Measurable physical or behavioural characteristics used to identify or authenticate individuals.

Definition

Biometric data comprises measurable physical or behavioural characteristics — including fingerprints, facial geometry, iris patterns, voice prints, gait, and keystroke dynamics — used to identify, verify, or authenticate individuals. Unlike passwords or tokens, biometric identifiers are intrinsic to the individual and cannot be changed if compromised. In the context of AI, biometric data serves as both an input (for training recognition systems) and an output (as the target of identification or surveillance). The sensitivity of biometric data has led to its classification as a special category of personal data under regulations such as the GDPR and the EU AI Act.

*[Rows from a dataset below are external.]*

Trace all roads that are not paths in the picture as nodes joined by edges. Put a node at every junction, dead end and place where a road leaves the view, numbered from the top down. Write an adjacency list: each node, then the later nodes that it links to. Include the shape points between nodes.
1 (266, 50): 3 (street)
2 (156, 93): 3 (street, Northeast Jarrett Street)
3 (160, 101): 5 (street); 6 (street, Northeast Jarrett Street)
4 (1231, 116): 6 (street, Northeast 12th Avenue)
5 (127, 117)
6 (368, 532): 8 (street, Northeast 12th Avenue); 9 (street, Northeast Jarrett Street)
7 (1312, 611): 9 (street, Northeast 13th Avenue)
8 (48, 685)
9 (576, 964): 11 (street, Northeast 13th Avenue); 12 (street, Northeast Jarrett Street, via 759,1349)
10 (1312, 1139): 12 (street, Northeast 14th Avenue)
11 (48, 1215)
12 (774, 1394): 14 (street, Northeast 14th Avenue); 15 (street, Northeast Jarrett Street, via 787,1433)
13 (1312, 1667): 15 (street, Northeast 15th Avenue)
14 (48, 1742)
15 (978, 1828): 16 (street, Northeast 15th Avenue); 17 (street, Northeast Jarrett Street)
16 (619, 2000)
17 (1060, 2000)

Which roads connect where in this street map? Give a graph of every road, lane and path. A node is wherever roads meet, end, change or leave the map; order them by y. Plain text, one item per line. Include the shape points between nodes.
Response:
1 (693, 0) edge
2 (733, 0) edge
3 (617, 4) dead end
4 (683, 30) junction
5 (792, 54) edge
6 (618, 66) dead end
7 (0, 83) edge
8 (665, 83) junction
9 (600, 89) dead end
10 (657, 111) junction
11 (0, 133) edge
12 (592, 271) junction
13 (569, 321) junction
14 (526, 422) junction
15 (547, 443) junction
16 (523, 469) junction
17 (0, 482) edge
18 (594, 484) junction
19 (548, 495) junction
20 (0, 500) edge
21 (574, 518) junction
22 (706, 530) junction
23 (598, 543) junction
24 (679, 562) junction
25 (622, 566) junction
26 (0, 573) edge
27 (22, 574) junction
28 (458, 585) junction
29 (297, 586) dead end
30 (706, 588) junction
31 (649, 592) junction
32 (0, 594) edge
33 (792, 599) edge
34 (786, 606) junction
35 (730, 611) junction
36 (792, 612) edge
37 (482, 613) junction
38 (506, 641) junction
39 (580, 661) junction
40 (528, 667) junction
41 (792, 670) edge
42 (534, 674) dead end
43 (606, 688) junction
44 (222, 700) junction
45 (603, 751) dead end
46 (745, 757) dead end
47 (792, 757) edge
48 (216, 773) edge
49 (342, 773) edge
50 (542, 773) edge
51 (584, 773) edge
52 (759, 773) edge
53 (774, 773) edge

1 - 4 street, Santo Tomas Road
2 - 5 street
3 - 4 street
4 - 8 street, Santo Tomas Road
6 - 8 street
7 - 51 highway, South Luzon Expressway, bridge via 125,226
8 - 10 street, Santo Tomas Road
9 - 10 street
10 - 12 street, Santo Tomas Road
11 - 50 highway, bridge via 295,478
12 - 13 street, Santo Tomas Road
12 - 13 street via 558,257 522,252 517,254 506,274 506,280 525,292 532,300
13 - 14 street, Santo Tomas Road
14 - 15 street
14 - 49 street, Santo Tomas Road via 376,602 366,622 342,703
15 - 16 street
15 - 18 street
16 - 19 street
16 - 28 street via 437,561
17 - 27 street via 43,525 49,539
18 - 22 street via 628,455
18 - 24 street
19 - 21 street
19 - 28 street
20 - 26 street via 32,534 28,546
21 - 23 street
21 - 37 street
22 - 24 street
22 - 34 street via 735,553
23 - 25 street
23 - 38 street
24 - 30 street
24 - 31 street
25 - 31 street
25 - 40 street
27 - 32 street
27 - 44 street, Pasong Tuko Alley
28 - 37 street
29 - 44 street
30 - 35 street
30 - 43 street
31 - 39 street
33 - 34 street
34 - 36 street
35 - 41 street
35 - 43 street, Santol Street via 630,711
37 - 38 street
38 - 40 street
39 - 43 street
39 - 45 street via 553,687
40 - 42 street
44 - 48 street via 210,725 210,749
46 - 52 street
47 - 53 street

How It Relates to AI Threats

Biometric data is central to threats within the Privacy & Surveillance domain. Biometric exploitation occurs when AI systems collect, process, or repurpose biometric identifiers without informed consent — including the use of facial recognition in public spaces, voice analysis in call centres, or emotion detection in workplace environments. Mass surveillance amplification leverages biometric systems at scale, enabling real-time identification of individuals across camera networks. Within Discrimination & Social Harm, biometric systems have demonstrated differential accuracy across demographic groups, with higher error rates documented for women and individuals with darker skin tones.

Why It Occurs

  • Biometric systems offer perceived convenience and security advantages over knowledge-based authentication
  • AI advances in computer vision and audio processing have made biometric recognition accurate enough for mass deployment
  • Biometric data is collected passively in many environments (CCTV, device sensors) without explicit user action
  • Once biometric identifiers are compromised, they cannot be reset or replaced unlike passwords
  • Regulatory frameworks governing biometric data collection and use vary significantly across jurisdictions

Real-World Context

The Clearview AI controversy (INC-20-0001) revealed that the company had scraped billions of facial images from public websites and social media platforms to build a biometric identification database, which was then sold to law enforcement agencies. This occurred largely without the knowledge or consent of the individuals whose biometric data was collected. Multiple jurisdictions have since taken enforcement actions, including fines under the GDPR and orders to delete data. The case prompted broader regulatory attention to the use of biometric data in AI-powered surveillance and identification systems.